SUPPLIED RECORDS -
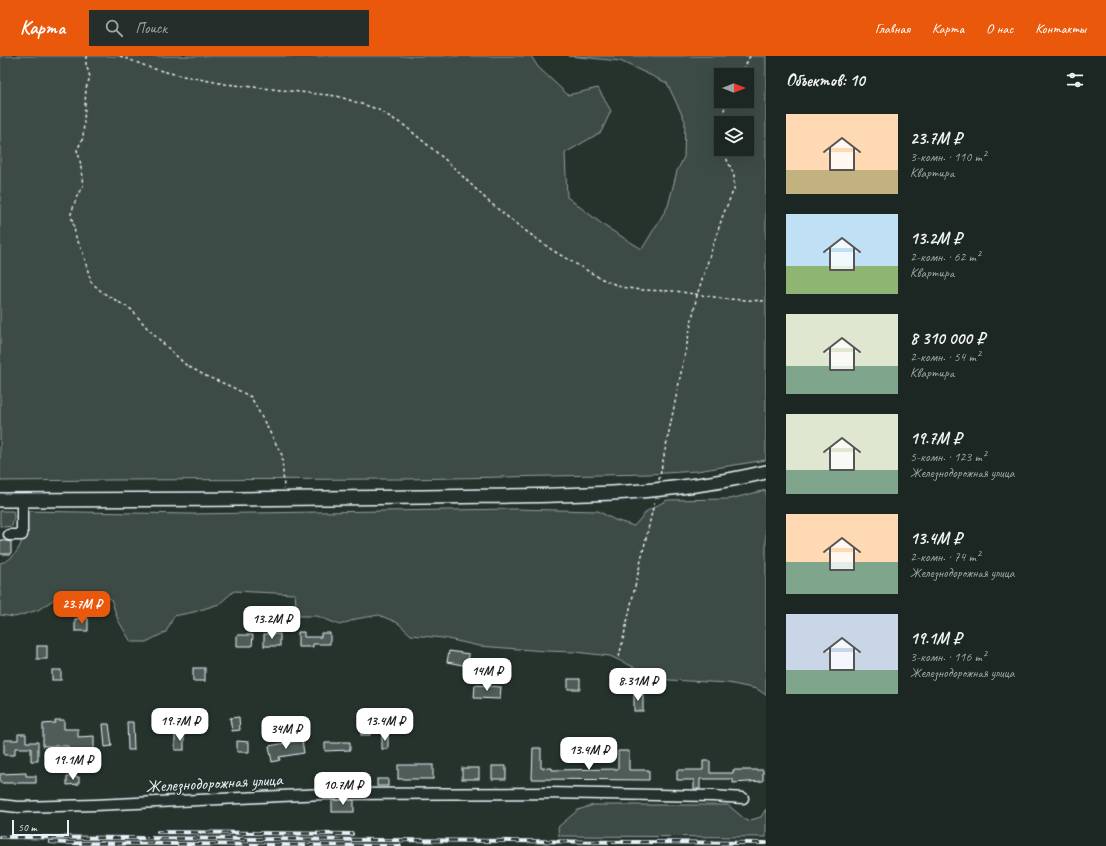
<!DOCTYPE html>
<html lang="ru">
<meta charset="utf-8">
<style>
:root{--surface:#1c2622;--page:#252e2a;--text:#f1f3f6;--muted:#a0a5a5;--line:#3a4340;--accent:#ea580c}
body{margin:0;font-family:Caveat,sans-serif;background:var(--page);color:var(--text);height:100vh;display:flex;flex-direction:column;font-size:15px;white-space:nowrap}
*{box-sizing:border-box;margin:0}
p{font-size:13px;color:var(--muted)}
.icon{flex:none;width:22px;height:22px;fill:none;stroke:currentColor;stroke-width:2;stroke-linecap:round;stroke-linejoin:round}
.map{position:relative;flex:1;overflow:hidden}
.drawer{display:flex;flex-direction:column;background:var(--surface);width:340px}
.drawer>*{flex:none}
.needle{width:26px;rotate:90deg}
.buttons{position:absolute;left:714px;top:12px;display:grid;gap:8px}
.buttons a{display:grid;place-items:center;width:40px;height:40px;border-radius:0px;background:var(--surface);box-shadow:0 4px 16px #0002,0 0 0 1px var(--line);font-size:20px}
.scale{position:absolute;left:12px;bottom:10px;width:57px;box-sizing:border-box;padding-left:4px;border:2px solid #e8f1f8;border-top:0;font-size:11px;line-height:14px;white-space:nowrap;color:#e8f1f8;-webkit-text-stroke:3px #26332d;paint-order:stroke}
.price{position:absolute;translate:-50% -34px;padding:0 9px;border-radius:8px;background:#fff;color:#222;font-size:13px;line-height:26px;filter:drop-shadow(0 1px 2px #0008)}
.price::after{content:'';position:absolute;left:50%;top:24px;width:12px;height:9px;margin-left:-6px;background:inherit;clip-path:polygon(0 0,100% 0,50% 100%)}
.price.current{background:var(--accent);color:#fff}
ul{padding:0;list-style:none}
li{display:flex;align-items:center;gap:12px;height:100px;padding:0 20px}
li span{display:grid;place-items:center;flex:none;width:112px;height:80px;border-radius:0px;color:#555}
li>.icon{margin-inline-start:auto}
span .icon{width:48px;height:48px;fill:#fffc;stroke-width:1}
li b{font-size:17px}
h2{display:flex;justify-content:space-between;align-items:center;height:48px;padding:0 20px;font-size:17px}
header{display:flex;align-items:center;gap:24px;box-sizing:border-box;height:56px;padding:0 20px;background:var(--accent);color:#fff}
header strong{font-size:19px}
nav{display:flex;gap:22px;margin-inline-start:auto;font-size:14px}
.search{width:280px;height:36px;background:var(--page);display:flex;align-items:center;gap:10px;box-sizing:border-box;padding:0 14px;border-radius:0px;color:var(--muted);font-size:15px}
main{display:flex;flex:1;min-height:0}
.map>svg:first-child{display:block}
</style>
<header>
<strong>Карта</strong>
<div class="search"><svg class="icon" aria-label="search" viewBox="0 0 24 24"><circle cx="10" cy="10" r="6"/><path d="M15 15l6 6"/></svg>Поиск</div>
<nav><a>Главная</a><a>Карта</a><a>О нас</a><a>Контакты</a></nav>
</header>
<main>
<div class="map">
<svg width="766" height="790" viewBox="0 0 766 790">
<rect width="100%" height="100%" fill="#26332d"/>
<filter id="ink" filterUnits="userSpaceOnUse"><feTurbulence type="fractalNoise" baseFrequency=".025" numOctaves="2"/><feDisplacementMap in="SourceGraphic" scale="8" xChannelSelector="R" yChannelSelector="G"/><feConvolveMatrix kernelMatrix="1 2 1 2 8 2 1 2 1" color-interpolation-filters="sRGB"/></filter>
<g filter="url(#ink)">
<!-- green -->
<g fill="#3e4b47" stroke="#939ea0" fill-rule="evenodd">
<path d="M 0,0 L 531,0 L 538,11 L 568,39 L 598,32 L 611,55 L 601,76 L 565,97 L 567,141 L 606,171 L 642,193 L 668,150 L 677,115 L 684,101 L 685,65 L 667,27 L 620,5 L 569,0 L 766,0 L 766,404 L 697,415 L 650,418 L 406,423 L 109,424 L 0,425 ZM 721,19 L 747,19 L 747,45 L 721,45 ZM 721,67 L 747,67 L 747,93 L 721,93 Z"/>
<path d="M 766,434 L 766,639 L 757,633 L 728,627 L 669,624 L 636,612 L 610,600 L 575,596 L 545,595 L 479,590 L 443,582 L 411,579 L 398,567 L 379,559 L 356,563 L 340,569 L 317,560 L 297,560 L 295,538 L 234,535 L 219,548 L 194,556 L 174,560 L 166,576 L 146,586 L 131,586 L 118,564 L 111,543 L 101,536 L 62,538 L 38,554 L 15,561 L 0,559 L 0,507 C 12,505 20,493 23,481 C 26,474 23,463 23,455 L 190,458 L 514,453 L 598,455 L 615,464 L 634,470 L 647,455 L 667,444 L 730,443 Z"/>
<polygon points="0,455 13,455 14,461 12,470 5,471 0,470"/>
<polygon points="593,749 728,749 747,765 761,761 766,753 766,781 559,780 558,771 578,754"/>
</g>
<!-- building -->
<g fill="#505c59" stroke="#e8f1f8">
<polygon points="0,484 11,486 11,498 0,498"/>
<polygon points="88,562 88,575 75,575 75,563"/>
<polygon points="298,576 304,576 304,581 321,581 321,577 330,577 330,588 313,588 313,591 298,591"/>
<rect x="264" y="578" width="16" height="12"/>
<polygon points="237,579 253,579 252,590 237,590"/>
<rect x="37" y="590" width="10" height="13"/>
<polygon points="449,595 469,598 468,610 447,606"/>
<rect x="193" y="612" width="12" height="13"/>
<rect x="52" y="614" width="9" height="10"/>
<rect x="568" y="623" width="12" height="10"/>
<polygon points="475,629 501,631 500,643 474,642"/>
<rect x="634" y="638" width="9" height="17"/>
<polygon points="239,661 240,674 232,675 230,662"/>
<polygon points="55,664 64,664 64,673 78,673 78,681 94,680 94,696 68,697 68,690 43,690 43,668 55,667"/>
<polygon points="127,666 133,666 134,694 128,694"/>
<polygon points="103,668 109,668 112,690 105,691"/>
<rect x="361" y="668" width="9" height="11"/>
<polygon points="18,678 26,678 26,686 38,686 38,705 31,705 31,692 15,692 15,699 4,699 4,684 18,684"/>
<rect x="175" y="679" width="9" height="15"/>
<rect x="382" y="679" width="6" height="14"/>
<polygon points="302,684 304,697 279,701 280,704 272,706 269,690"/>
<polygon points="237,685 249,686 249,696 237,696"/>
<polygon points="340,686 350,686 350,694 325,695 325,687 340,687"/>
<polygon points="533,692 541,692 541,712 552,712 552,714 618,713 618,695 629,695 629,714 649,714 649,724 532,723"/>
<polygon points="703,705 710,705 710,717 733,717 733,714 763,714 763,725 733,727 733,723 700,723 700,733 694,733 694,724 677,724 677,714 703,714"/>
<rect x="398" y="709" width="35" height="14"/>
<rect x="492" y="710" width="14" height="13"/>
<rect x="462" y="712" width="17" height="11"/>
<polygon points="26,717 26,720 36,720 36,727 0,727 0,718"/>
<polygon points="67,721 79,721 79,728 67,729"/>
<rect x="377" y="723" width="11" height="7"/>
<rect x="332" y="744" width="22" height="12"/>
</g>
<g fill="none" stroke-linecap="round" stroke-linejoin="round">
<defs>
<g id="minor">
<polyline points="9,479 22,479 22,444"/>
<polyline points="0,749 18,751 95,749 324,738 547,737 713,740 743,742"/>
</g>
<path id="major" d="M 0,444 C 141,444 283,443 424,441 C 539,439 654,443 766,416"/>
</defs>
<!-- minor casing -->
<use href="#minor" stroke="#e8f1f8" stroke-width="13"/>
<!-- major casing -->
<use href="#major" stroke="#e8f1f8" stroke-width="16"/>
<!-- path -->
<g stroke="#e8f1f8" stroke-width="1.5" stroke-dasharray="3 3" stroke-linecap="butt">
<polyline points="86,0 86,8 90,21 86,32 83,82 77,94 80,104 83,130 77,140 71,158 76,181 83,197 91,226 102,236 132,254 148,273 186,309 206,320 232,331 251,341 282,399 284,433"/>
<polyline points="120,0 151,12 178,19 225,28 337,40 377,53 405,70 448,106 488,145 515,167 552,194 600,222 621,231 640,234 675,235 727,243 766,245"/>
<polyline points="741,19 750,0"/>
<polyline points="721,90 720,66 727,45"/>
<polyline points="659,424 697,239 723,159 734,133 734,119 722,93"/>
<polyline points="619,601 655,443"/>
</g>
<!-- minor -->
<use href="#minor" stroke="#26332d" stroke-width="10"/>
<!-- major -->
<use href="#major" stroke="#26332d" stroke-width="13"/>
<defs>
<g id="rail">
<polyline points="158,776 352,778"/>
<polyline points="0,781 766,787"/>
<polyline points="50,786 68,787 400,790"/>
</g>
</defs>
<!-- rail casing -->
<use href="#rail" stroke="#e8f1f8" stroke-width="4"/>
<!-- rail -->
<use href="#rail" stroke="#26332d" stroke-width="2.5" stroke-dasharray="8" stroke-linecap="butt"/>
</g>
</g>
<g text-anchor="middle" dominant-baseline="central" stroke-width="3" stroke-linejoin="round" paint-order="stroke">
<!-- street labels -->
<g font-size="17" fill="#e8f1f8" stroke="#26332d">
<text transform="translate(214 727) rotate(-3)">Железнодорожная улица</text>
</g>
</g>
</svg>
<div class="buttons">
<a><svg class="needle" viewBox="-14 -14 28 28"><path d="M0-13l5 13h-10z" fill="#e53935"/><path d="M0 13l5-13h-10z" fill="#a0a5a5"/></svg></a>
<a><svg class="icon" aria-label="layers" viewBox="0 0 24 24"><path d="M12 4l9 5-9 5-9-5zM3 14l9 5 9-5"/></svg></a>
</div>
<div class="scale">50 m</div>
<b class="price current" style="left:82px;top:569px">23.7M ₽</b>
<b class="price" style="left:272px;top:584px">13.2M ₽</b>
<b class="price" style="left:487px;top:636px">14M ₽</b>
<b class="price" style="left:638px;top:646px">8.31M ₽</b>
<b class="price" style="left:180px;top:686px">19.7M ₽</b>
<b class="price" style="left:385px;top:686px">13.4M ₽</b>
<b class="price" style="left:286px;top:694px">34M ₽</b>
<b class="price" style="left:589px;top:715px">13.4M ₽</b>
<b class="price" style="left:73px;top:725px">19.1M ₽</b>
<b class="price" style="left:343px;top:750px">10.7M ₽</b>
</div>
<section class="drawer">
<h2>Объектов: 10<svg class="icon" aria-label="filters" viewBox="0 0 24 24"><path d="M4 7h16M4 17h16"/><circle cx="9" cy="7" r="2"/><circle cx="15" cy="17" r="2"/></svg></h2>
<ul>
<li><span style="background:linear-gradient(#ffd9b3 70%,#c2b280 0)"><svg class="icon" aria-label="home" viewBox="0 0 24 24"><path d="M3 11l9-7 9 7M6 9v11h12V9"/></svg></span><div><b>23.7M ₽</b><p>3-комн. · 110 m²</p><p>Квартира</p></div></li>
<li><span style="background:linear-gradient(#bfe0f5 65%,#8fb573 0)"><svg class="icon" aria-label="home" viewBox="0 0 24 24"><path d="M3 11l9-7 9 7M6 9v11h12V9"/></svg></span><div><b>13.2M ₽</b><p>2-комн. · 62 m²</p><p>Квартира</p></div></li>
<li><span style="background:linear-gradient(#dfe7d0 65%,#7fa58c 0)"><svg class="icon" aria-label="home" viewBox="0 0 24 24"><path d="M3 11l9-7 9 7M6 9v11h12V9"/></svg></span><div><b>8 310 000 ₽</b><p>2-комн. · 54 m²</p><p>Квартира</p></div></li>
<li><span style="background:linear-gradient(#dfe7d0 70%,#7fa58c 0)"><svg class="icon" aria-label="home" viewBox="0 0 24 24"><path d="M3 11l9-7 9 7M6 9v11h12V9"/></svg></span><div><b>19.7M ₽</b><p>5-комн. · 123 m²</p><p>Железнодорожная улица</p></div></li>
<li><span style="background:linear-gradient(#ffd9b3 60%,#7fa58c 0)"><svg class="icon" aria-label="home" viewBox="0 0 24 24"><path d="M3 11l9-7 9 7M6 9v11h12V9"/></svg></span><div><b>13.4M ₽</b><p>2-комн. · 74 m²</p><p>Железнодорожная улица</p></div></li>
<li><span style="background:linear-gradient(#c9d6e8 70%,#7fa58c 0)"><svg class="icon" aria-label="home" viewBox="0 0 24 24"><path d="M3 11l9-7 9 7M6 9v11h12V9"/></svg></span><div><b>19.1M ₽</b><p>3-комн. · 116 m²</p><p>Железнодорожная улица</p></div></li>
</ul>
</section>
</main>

EXERCISE GOAL - Reproduce every line above containing "shadow".

EXERCISE SOLUTION -
.buttons a{display:grid;place-items:center;width:40px;height:40px;border-radius:0px;background:var(--surface);box-shadow:0 4px 16px #0002,0 0 0 1px var(--line);font-size:20px}
.price{position:absolute;translate:-50% -34px;padding:0 9px;border-radius:8px;background:#fff;color:#222;font-size:13px;line-height:26px;filter:drop-shadow(0 1px 2px #0008)}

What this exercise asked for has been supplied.